Long Non-coding RNA MALAT1 Alleviates the Elevated Intraocular Pressure (Eiop)-induced Glaucoma Progression via Sponging miR-149-5p

Background: Glaucoma is an optic neuropathic disease and contributed to the irreversible blindness caused by the slow death of retinal ganglion cells (RGCs). Long non-coding RNA (lncRNA) metastasis associated lung adenocarcinoma transcript 1 (MALAT1) was reported to be aberrantly expressed in diverse diseases, including glaucoma. However, the mechanism of MALAT1 in glaucoma was still undefined. Methods: The levels of MALAT1, microRNA-149-5p (miR-149-5p) in RGCs cultured under elevated pressure were measured by quantitative real-time polymerase chain reaction (qRT-PCR). The putative target of MALAT1 was predicted by starBase v2.0 online database, and dual luciferase reporter assay, RNA immunoprecipitation (RIP) assay and RNA pull-down assay were performed to verify this interaction. The cell viability of RGCs was measured by Cell Counting Kit-8 (CCK-8) assay. The apoptotic rate was evaluated via flow cytometry. The protein levels of apoptosis-related proteins (Bax, B-cell lymphoma 2 (Bcl-2)) and Cleaved caspase 3 were assessed by Western blot. Results: The level of MALAT1 was significantly down-regulated, and the level of miR-149-5p was distinctly up-regulated in RGCs under pressure in a dose-dependent manner. Functionally, MALAT1 overexpression or miR-149-5p inhibitor alleviated the inhibitory effect on cell viability and the promoted effect on apoptotic rate of RGCs in EIOP. The interaction between MALAT1 and miR-149-5p was predicted by starBase v2.0 online database, and dual luciferase reporter assay, RIP assay and RNA pull-down assay validated the interaction.
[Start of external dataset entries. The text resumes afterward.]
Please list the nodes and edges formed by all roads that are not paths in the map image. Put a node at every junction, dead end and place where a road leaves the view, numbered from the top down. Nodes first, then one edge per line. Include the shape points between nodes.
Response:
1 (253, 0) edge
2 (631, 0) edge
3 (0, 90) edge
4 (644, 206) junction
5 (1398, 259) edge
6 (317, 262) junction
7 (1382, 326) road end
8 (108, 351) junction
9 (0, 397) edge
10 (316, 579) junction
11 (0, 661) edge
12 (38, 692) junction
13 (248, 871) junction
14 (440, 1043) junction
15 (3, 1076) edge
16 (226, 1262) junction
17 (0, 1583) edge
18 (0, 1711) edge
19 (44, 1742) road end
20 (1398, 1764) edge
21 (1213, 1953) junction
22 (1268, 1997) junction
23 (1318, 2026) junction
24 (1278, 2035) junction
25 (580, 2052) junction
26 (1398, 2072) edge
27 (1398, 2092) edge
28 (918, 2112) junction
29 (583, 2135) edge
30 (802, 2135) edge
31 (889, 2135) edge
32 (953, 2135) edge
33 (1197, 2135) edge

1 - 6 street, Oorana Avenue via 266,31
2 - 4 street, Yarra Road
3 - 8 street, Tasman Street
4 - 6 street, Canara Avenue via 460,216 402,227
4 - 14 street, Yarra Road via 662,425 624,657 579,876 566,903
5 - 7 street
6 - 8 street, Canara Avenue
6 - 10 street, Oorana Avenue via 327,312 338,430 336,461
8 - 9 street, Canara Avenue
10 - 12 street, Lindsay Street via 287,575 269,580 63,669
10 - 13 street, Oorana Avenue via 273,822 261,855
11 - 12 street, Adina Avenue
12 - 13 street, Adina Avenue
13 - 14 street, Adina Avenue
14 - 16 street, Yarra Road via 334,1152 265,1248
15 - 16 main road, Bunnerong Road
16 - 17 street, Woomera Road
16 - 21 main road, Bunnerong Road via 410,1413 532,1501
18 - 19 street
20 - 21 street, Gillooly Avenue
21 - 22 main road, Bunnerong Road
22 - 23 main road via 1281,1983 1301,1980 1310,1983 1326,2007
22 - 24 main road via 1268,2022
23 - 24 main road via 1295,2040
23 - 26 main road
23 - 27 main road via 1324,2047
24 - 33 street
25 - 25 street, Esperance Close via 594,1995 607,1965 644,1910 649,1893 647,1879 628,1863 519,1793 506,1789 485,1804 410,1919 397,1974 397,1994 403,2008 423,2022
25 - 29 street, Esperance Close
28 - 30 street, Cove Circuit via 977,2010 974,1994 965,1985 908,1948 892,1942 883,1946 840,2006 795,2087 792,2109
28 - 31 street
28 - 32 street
Combined with the loss and gain experiment results, miR-149-5p was negatively interacted with MALAT1. Furthermore, miR-149-5p mimics mitigated the promoted impact on cell viability and the suppressive impact on apoptotic rate by targeting MALAT1. Conclusion: MALAT1 promoted cell proliferation and inhibited cell apoptosis of RGCs via targeting miR-149-5p in glaucoma in vitro, which might shed light on the mechanism of glaucoma pathogenesis.